- _ASSIGNMENT_:
Where the records below show the word "nodes" in a line, please copy that line.

- _Collected data_:
________________________

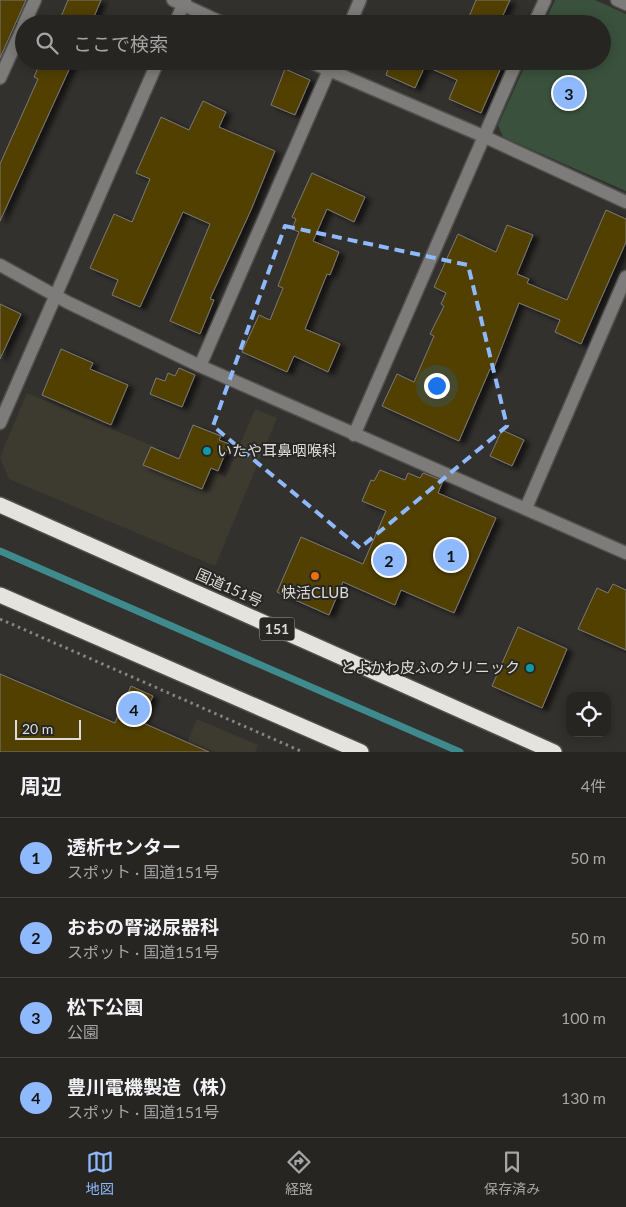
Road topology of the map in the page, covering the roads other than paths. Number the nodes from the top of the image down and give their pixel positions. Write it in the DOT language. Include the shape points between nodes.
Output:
graph roads {
  1 [pos="35,0"];
  2 [pos="360,0"];
  3 [pos="545,0"];
  4 [pos="617,0"];
  5 [pos="180,2"];
  6 [pos="626,4"];
  7 [pos="28,15"];
  8 [pos="177,15"];
  9 [pos="207,15"];
  10 [pos="354,15"];
  11 [pos="538,15"];
  12 [pos="15,44"];
  13 [pos="154,70"];
  14 [pos="329,70"];
  15 [pos="340,70"];
  16 [pos="513,70"];
  17 [pos="0,78"];
  18 [pos="482,136"];
  19 [pos="626,202"];
  20 [pos="0,265"];
  21 [pos="626,277"];
  22 [pos="55,296"];
  23 [pos="200,366"];
  24 [pos="0,423"];
  25 [pos="354,435"];
  26 [pos="0,505"];
  27 [pos="526,508"];
  28 [pos="626,553"];
  29 [pos="0,595"];
  30 [pos="361,752"];
  31 [pos="554,752"];
  1 -- 7 [label="street"];
  2 -- 10 [label="street"];
  3 -- 11 [label="street"];
  4 -- 6 [label="street"];
  5 -- 8 [label="street"];
  5 -- 9 [label="street"];
  12 -- 17 [label="street"];
  13 -- 22 [label="street"];
  14 -- 23 [label="street"];
  15 -- 18 [label="street"];
  16 -- 18 [label="street"];
  18 -- 19 [label="street"];
  18 -- 25 [label="street"];
  20 -- 22 [label="street"];
  21 -- 27 [label="street"];
  22 -- 23 [label="street"];
  22 -- 24 [label="street"];
  23 -- 25 [label="street"];
  25 -- 27 [label="street"];
  26 -- 31 [label="highway, 国道151号 / 151"];
  27 -- 28 [label="street"];
  29 -- 30 [label="highway"];
}
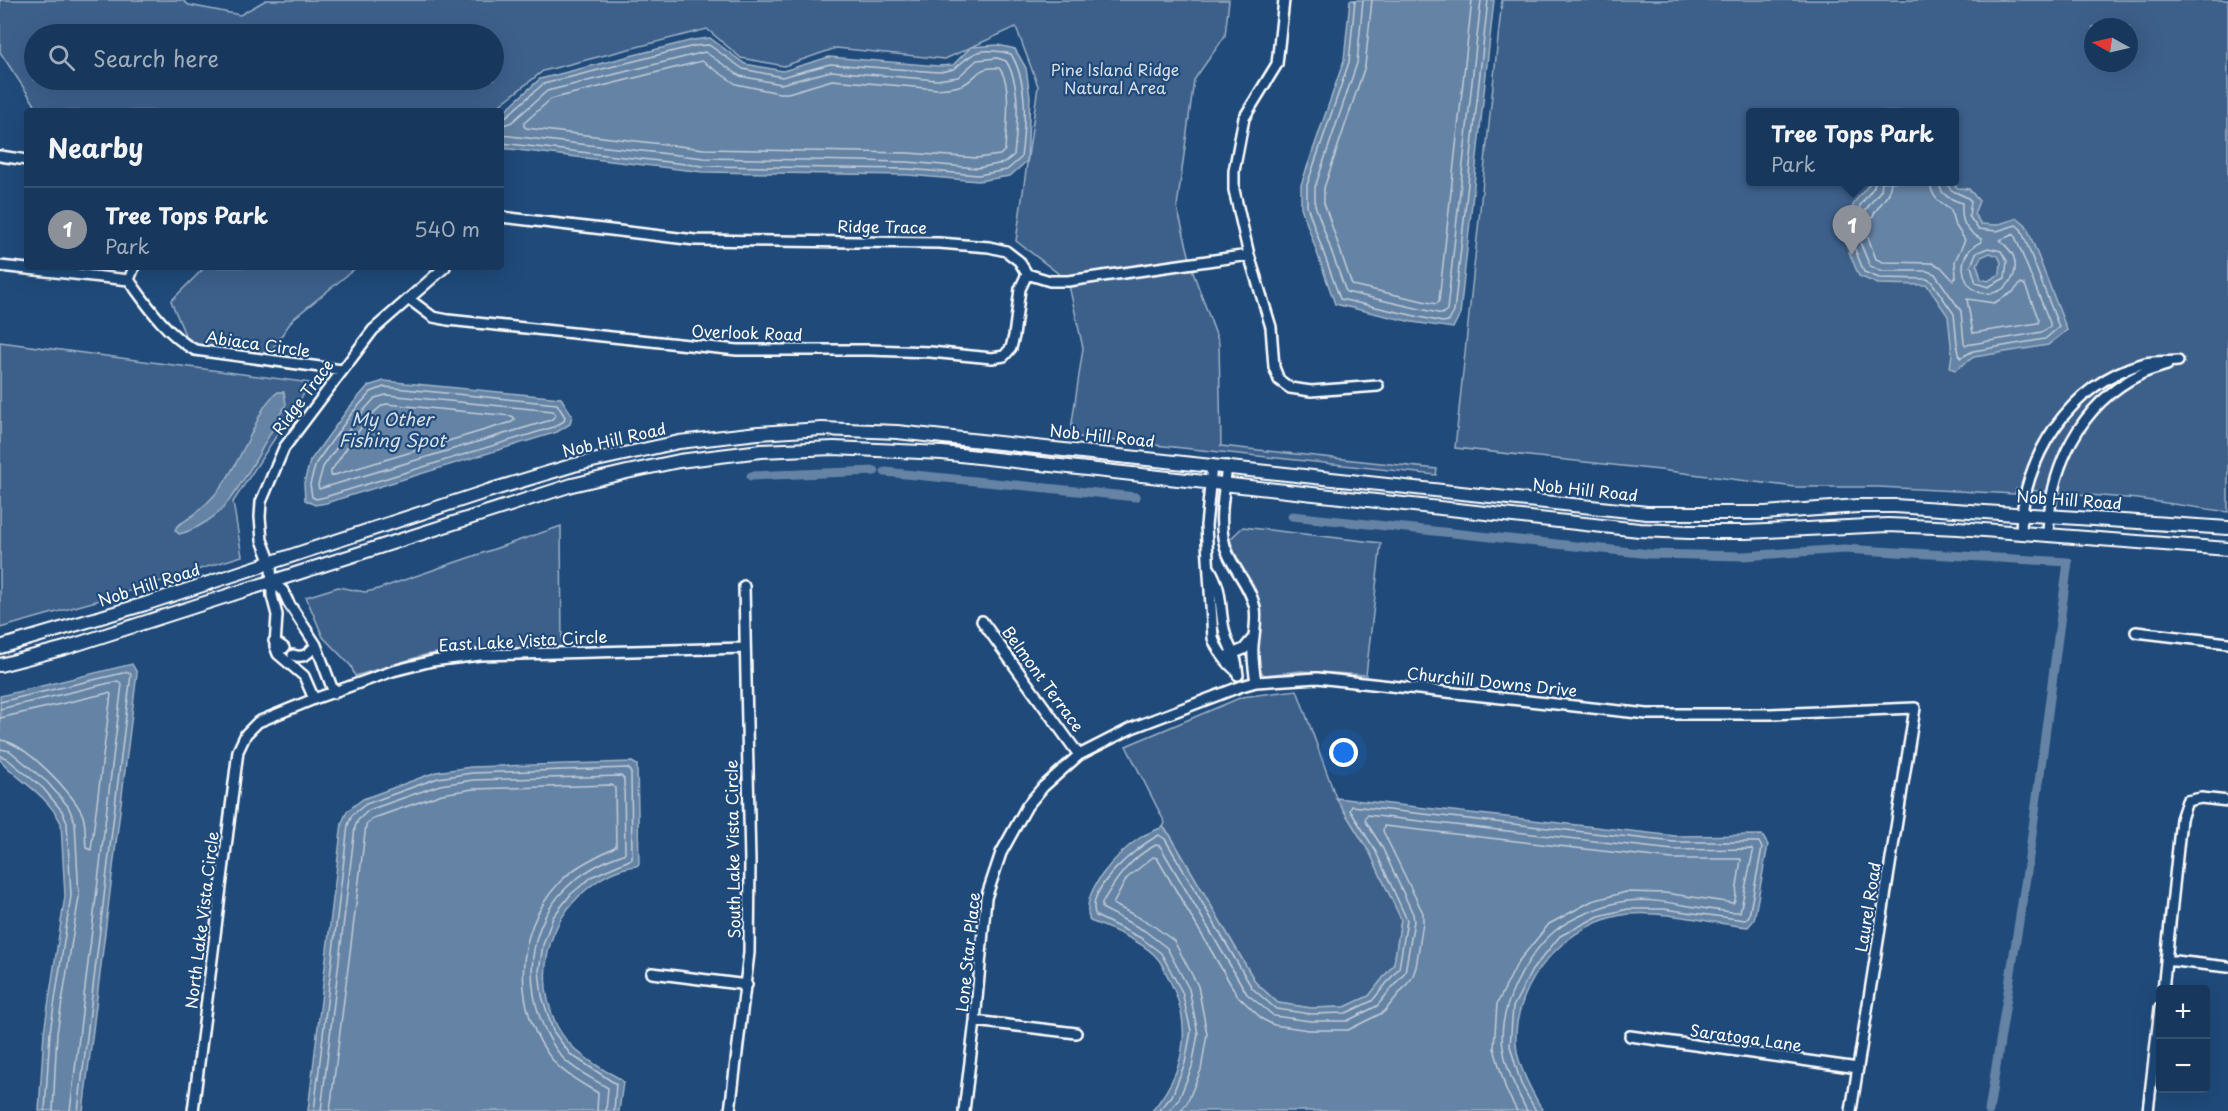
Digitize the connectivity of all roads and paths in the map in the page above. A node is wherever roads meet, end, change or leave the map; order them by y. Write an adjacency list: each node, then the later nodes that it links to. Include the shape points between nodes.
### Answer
1 (1284, 0): 5 (street, via 1277,64 1244,118 1234,171 1234,190)
2 (0, 156): 3 (street)
3 (24, 160)
4 (504, 217): 11 (street, Ridge Trace, via 695,240 989,247 1006,251)
5 (1249, 255): 11 (street, via 1068,281 1050,281); 15 (street, via 1271,327 1274,367 1279,380 1290,388 1311,391)
6 (0, 266): 7 (street)
7 (24, 269)
8 (37, 270): 12 (street)
9 (133, 270): 12 (street)
10 (442, 270): 13 (street, Ridge Trace)
11 (1027, 274): 13 (street, Overlook Road, via 1020,290 1011,348 1004,356 992,358 930,352 693,347 448,320 433,317)
12 (129, 280): 14 (street, Abiaca Circle, via 180,342 195,350)
13 (409, 299): 14 (street, Ridge Trace, via 373,330)
14 (342, 370): 26 (street, Ridge Trace, via 284,448 261,502 262,540)
15 (1378, 386)
16 (1212, 465): 17 (main road, Nob Hill Road); 18 (street); 26 (main road, Nob Hill Road, via 897,432 822,429 758,433 678,442 574,465)
17 (1227, 466): 19 (street); 20 (main road, Nob Hill Road, via 1647,513 1765,513 1895,506)
18 (1210, 483): 19 (main road, Nob Hill Road); 27 (main road, Nob Hill Road, via 954,454 875,449 723,455 572,485); 38 (street, via 1206,526 1213,638 1217,650)
19 (1225, 485): 23 (main road, Nob Hill Road, via 1639,530 1746,532 1888,525); 31 (street, via 1223,536 1254,603)
20 (2021, 513): 21 (main road, Nob Hill Road); 21 (street, via 2030,473 2053,429 2086,393 2126,369 2178,361 2140,375 2096,406 2065,451); 23 (street)
21 (2049, 515): 22 (main road, Nob Hill Road); 24 (street)
22 (2228, 528)
23 (2021, 533): 24 (main road, Nob Hill Road)
24 (2048, 535): 25 (main road, Nob Hill Road)
25 (2228, 549)
26 (270, 563): 27 (street, Ridge Trace); 35 (main road, Nob Hill Road)
27 (271, 580): 32 (street, Ridge Trace, via 277,615); 34 (street, via 283,591); 39 (main road, Nob Hill Road, via 65,648)
28 (744, 586): 37 (street, South Lake Vista Circle)
29 (982, 621): 47 (street, Belmont Terrace)
30 (2136, 632): 33 (street)
31 (1254, 637): 38 (street, via 1244,649); 41 (street)
32 (274, 641): 36 (street); 40 (street, via 278,654)
33 (2228, 643)
34 (316, 645): 40 (street, via 307,655 296,656); 43 (street)
35 (0, 647)
36 (284, 648)
37 (745, 648): 43 (street, East Lake Vista Circle, via 480,656 432,661); 52 (street, South Lake Vista Circle, via 750,863)
38 (1229, 655): 42 (street)
39 (0, 665)
40 (304, 676): 44 (street)
41 (1256, 682): 42 (street, Churchill Downs Drive); 45 (street, Churchill Downs Drive, via 1317,678 1647,714)
42 (1242, 686): 47 (street, Churchill Downs Drive, via 1132,728)
43 (334, 693): 44 (street, East Lake Vista Circle)
44 (314, 699): 46 (street, East Lake Vista Circle, via 258,722)
45 (1915, 708): 58 (street, Laurel Road)
46 (246, 734): 59 (street, North Lake Vista Circle, via 238,751)
47 (1079, 755): 54 (street, Lone Star Place, via 1027,806 1001,853 986,898)
48 (2228, 801): 49 (street, via 2187,801 2181,819)
49 (2166, 960): 50 (street); 53 (street)
50 (2228, 967)
51 (652, 973): 52 (street)
52 (747, 985): 60 (street, South Lake Vista Circle)
53 (2164, 985)
54 (975, 1021): 55 (street); 61 (street, Lone Star Place)
55 (1076, 1033)
56 (1630, 1036): 58 (street, Saratoga Lane)
57 (2156, 1039): 63 (street)
58 (1858, 1068): 62 (street, Laurel Road)
59 (193, 1111)
60 (730, 1111)
61 (964, 1111)
62 (1851, 1111)
63 (2148, 1111)

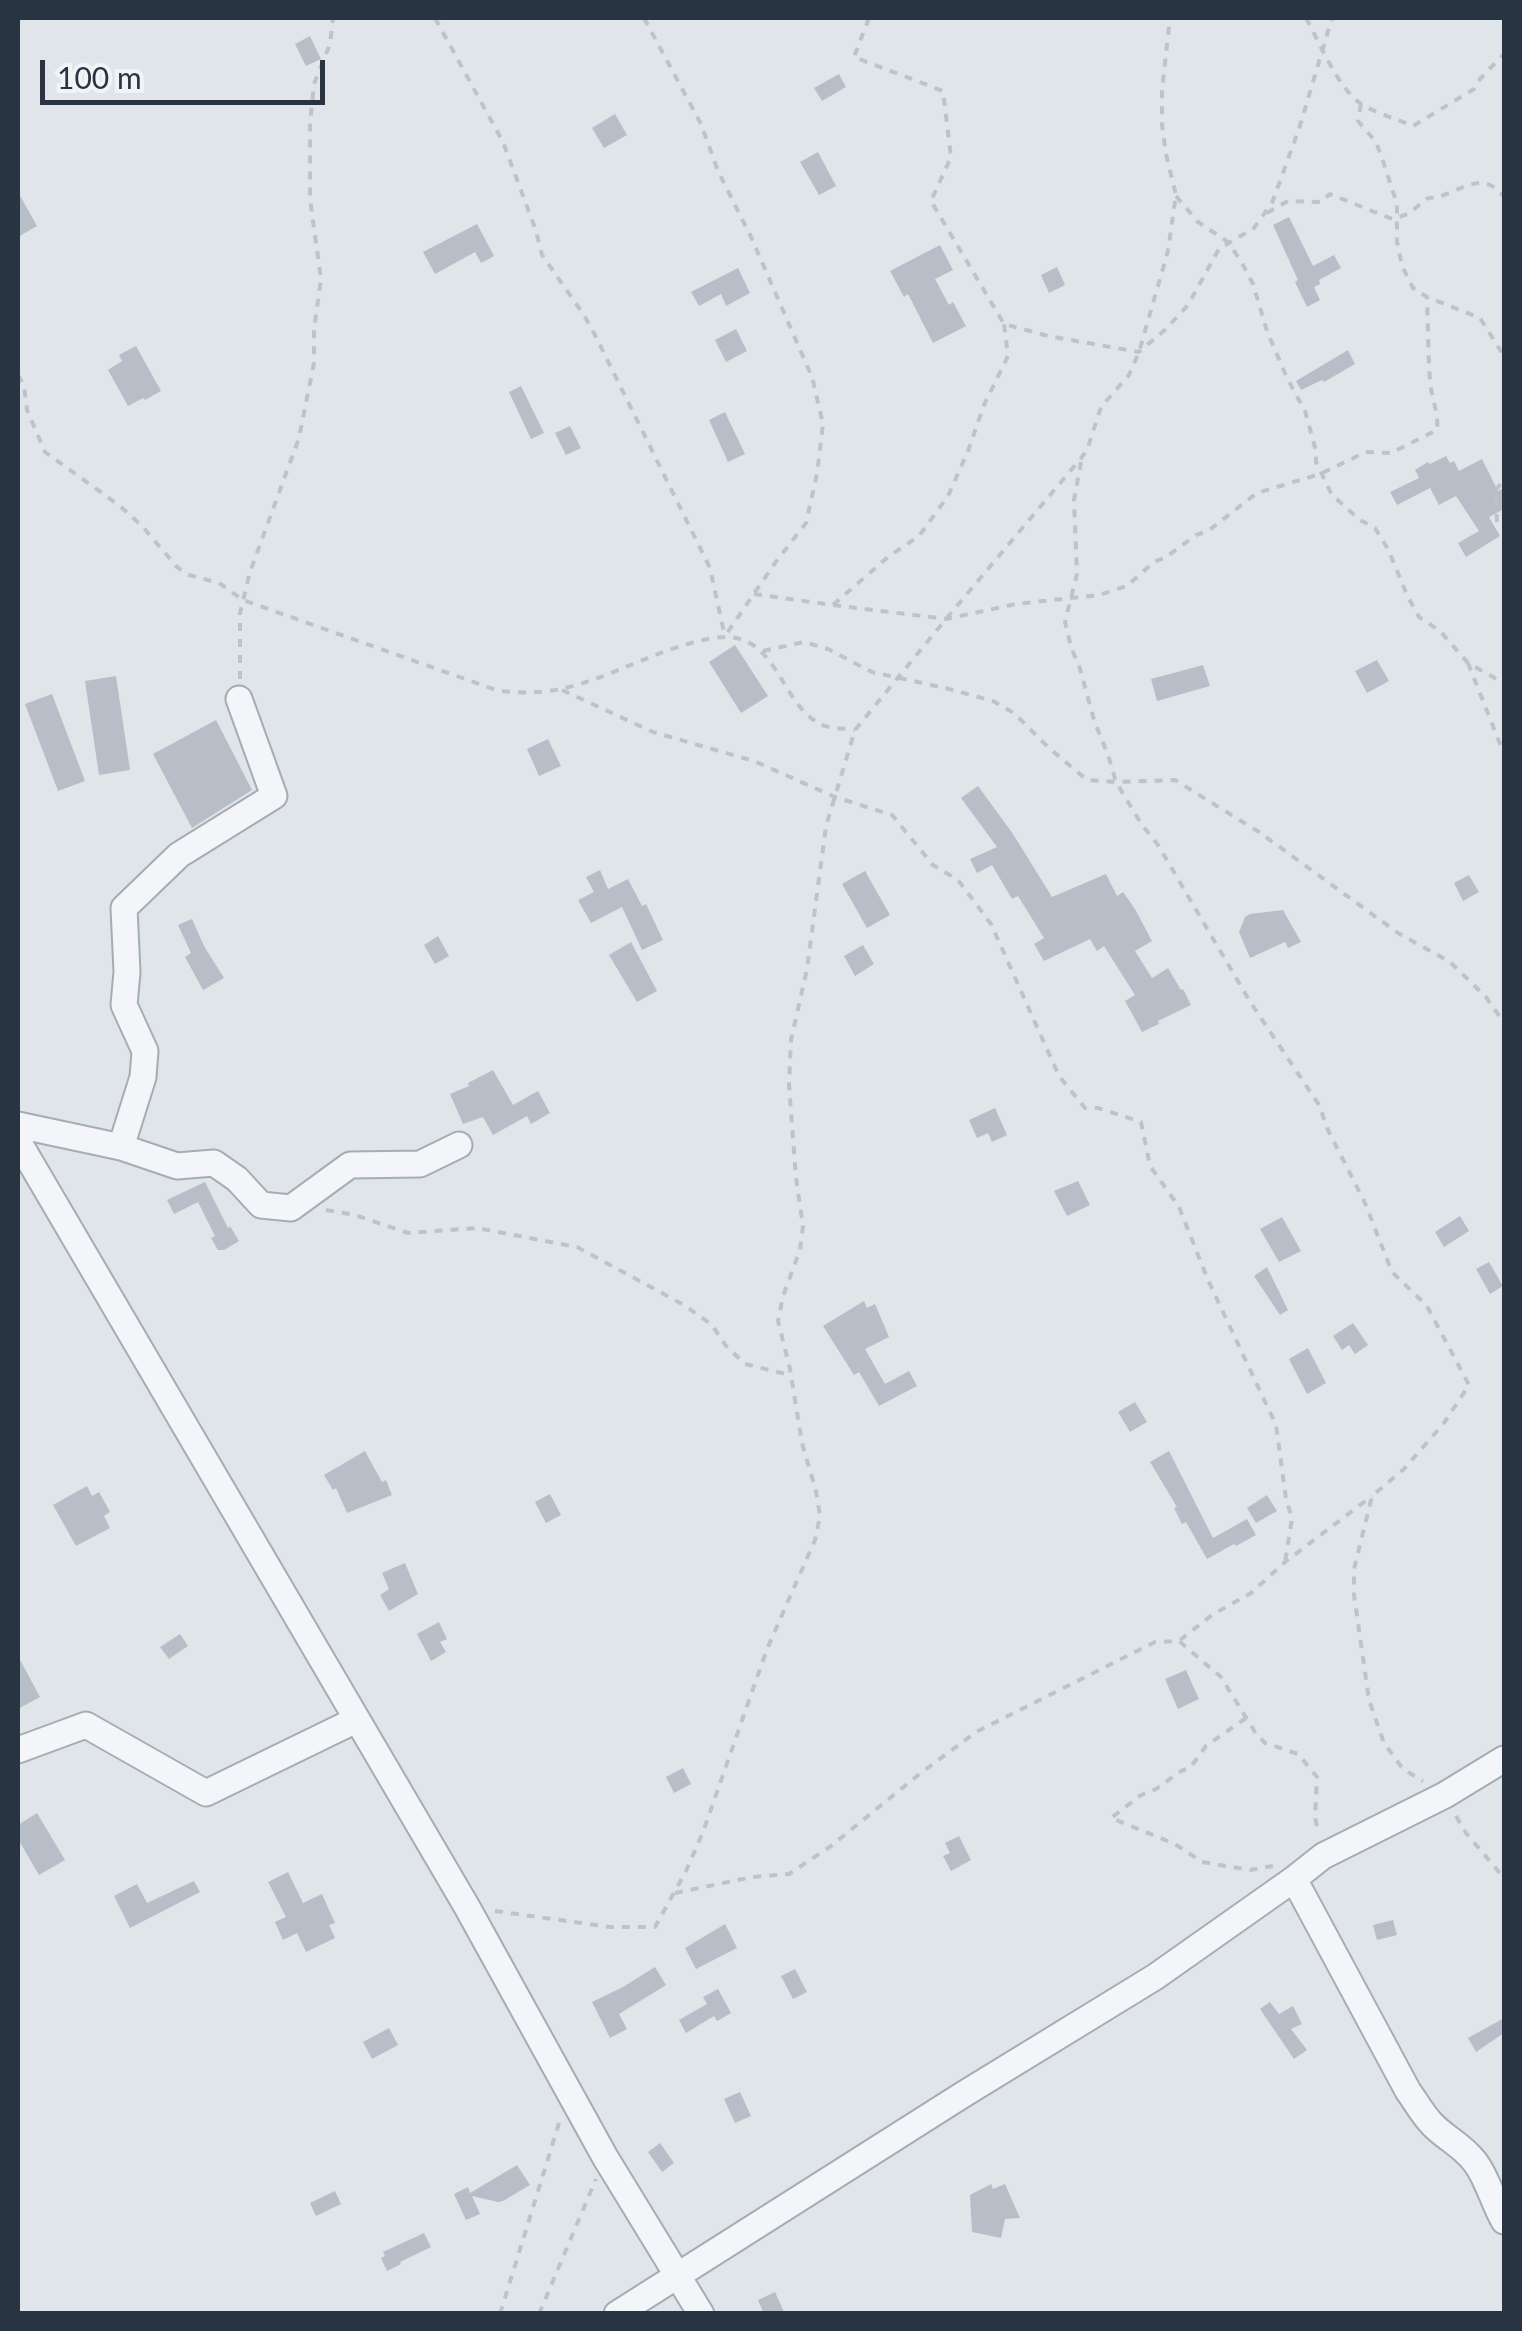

________________________

- _ANSWER BOX_:
Road topology of the map in the page, covering the roads other than paths. Number the nodes from the top of the image down and give their pixel positions. Write it in the DOT language. Include the shape points between nodes.
Digitize the connectivity of all roads and paths in the map in the page above. A node is wherever roads meet, end, change or leave the map; order them by y. Write an adjacency list: each node, then the later nodes that it links to. Include the shape points between nodes.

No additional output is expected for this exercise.